The pentose phosphate pathway, also known as the hexose monophosphate shunt (HMP shunt), oxidative pathway, or direct oxidative pathway, is a metabolic pathway parallel to glycolysis. This pathway primarily occurs in the cytosol of various tissues, including:

  • Liver
  • Adipose tissue
  • Erythrocytes
  • Neutrophils
  • Adrenal cortex
  • Thyroid
  • Testis
  • Ovaries
  • Lactating mammary gland

The pathway is less active in skeletal muscle.

Key Functions of the Pentose Phosphate Pathway

  1. Production of NADPH: The PPP generates NADPH, which plays critical roles in:

    • Cholesterol synthesis.
    • Fatty acid synthesis.
    • Reduction of oxidized glutathione (GSSG) to GSH, which protects cells from reactive oxygen species (ROS).
    • Detoxification processes, including drug metabolism via cytochrome P450 enzymes.
    • Supporting phagocytosis in immune cells.

  2. Synthesis of Ribose-5-Phosphate: Ribose-5-phosphate is vital for nucleotide synthesis, assisting in the formation of nucleic acids.

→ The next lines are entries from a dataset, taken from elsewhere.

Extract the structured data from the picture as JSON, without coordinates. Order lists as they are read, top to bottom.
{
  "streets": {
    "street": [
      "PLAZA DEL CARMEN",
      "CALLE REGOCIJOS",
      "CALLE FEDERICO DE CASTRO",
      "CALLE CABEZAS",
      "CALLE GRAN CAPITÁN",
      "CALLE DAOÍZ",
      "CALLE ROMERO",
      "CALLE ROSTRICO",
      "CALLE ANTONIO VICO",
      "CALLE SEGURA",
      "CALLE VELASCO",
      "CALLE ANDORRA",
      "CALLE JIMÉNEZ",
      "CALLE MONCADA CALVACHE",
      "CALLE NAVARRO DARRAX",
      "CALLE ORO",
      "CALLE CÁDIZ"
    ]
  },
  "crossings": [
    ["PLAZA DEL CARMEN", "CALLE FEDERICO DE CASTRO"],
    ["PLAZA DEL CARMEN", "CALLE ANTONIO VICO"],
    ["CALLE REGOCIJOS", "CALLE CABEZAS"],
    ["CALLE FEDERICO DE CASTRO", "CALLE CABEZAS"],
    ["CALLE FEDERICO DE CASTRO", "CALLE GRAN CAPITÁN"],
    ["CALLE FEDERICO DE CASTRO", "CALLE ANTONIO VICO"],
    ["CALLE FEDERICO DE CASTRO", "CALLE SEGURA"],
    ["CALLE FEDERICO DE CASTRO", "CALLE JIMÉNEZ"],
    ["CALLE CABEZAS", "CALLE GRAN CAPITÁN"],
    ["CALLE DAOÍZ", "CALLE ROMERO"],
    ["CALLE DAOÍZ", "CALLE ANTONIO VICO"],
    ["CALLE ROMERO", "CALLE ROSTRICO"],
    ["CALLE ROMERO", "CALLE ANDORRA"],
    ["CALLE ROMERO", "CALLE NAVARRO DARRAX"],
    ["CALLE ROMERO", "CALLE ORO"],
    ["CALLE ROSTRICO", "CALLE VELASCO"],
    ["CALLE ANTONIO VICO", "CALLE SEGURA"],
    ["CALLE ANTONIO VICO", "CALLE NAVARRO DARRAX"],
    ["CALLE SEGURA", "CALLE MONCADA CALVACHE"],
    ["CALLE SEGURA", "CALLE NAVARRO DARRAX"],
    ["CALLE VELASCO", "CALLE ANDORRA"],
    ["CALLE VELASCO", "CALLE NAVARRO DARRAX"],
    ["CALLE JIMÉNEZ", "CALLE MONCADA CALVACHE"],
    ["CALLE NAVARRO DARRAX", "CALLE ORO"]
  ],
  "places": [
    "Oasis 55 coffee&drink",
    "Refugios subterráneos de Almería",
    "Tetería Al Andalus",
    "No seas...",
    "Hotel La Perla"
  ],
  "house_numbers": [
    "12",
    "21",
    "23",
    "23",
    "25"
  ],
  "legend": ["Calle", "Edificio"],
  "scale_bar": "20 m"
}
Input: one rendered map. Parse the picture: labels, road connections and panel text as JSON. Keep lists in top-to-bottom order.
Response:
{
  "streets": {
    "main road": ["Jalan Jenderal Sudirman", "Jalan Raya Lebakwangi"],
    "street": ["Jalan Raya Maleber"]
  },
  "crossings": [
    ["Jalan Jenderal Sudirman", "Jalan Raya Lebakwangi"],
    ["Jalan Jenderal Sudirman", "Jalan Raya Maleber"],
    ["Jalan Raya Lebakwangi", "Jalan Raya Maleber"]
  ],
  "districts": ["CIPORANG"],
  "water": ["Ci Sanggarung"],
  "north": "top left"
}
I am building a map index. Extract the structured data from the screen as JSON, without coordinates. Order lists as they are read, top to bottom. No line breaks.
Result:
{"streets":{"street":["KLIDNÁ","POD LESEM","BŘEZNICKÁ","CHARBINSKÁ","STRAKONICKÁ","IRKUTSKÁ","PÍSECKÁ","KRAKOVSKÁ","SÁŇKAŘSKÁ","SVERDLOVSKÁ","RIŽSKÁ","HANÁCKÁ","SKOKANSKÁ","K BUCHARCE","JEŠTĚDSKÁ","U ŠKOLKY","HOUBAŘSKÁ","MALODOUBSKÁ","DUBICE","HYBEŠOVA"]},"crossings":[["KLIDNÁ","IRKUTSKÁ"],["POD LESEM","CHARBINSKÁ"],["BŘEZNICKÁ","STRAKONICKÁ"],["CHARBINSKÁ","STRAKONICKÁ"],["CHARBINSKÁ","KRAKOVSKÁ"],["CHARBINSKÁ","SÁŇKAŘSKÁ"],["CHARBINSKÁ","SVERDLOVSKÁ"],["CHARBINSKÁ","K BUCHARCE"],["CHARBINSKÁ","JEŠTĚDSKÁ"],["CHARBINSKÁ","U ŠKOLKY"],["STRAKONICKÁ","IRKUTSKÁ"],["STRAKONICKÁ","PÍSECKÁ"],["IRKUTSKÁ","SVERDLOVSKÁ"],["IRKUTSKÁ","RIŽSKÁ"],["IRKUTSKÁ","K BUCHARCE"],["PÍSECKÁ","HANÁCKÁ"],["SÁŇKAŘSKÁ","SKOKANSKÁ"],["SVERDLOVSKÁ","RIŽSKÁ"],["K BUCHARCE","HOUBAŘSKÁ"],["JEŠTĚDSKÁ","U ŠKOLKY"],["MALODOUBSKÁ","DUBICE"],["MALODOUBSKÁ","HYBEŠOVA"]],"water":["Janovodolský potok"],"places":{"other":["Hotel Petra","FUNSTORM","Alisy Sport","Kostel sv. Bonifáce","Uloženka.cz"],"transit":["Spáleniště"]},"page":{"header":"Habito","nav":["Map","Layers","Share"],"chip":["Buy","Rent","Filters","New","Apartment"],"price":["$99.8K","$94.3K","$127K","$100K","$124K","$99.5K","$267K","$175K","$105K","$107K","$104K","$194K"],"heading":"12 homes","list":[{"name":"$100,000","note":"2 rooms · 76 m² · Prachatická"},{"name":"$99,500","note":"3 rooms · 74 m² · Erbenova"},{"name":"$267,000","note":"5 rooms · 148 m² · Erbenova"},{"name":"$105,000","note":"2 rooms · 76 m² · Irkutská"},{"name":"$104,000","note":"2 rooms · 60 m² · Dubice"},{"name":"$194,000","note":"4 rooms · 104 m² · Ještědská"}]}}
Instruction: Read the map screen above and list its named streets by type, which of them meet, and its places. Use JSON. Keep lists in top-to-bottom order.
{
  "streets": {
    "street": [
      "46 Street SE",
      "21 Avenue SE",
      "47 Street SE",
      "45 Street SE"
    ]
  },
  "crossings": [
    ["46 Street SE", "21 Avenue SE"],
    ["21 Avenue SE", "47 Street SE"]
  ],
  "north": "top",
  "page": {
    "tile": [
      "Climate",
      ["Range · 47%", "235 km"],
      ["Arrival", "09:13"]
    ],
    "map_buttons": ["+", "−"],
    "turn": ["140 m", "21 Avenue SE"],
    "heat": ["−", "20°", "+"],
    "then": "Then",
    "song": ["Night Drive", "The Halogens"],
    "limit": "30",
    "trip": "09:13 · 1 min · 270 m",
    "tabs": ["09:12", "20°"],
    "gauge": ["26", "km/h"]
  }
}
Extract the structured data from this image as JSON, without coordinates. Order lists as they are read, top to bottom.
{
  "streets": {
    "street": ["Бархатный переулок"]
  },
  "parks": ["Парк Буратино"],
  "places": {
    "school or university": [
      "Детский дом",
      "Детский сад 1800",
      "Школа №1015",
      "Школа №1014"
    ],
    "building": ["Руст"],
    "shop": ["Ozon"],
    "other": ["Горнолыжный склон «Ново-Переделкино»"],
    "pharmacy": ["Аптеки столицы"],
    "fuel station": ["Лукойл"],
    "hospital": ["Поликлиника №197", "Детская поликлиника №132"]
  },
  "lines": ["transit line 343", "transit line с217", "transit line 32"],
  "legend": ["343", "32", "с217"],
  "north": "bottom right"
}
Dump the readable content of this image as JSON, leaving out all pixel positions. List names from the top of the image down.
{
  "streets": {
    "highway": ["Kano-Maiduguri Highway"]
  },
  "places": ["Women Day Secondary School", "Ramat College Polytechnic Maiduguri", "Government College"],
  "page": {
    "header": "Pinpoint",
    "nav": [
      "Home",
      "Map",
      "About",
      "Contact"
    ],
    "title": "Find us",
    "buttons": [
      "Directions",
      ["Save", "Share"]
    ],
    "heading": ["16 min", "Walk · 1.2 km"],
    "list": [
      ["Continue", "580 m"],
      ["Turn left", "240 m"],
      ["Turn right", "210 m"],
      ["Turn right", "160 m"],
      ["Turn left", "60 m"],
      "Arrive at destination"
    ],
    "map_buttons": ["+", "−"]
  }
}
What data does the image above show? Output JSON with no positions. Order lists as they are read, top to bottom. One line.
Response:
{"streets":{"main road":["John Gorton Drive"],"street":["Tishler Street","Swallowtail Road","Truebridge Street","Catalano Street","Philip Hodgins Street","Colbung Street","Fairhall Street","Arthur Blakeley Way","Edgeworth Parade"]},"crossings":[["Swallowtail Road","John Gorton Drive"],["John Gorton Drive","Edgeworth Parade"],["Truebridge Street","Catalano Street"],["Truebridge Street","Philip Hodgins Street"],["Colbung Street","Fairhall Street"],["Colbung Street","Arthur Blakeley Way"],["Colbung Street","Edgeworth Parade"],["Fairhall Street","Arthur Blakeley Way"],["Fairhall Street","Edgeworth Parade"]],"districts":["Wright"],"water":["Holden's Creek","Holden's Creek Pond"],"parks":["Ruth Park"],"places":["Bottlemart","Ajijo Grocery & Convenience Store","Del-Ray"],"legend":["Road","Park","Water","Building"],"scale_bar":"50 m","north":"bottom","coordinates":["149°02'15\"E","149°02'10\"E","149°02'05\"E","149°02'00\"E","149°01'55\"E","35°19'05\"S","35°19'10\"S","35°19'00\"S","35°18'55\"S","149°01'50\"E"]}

Enzymatic Steps in the PPP

  • Oxidative Phase (Irreversible): This phase includes:

    1. Glucose-6-phosphate dehydrogenase (rate-limiting step): converts glucose-6-phosphate into 6-phosphogluconolactone, producing NADPH.
    2. 6-phosphogluconolactonase: hydrolyzes 6-phosphogluconolactone to 6-phosphogluconate.
    3. 6-phosphogluconate dehydrogenase: converts 6-phosphogluconate to ribulose-5-phosphate, producing another molecule of NADPH and releasing CO₂.

  • Non-oxidative Phase (Reversible): This phase allows for the interconversion of sugars and includes:

    • Transketolases and Transaldolases: These enzymes catalyze the conversion of ribulose-5-phosphate to glyceraldehyde-3-phosphate and fructose-6-phosphate, facilitating nucleotide synthesis and providing intermediates for glycolysis.

Medical Significance of the HMP Shunt

The HMP shunt is essential in various clinical conditions. Defects in this pathway can lead to diseases, particularly G6PD deficiency, characterized by:

  • Impaired NADPH generation.
  • Increased susceptibility to oxidative stress, leading to:
    • Hemolytic anemia, particularly during episodes of infection, exposure to certain drugs (like primaquine and sulfonamides), or ingestion of fava beans (favoring a condition known as favism).
  • NADPH plays a crucial role not just in redox balance, but also in cancer cell biology, assisting in the growth and survival of malignant cells.

Summary of Functions of NADPH

  1. Biosynthesis of fatty acids.
  2. Involvement in certain amino acid pathways, notably those mediated by glutamate dehydrogenase.
  3. Participation in antioxidant processes, particularly those mediated by glutathione.
  4. Detoxification of drugs through cytochrome P450 mechanisms.
  5. Role in immune response, especially during phagocytosis.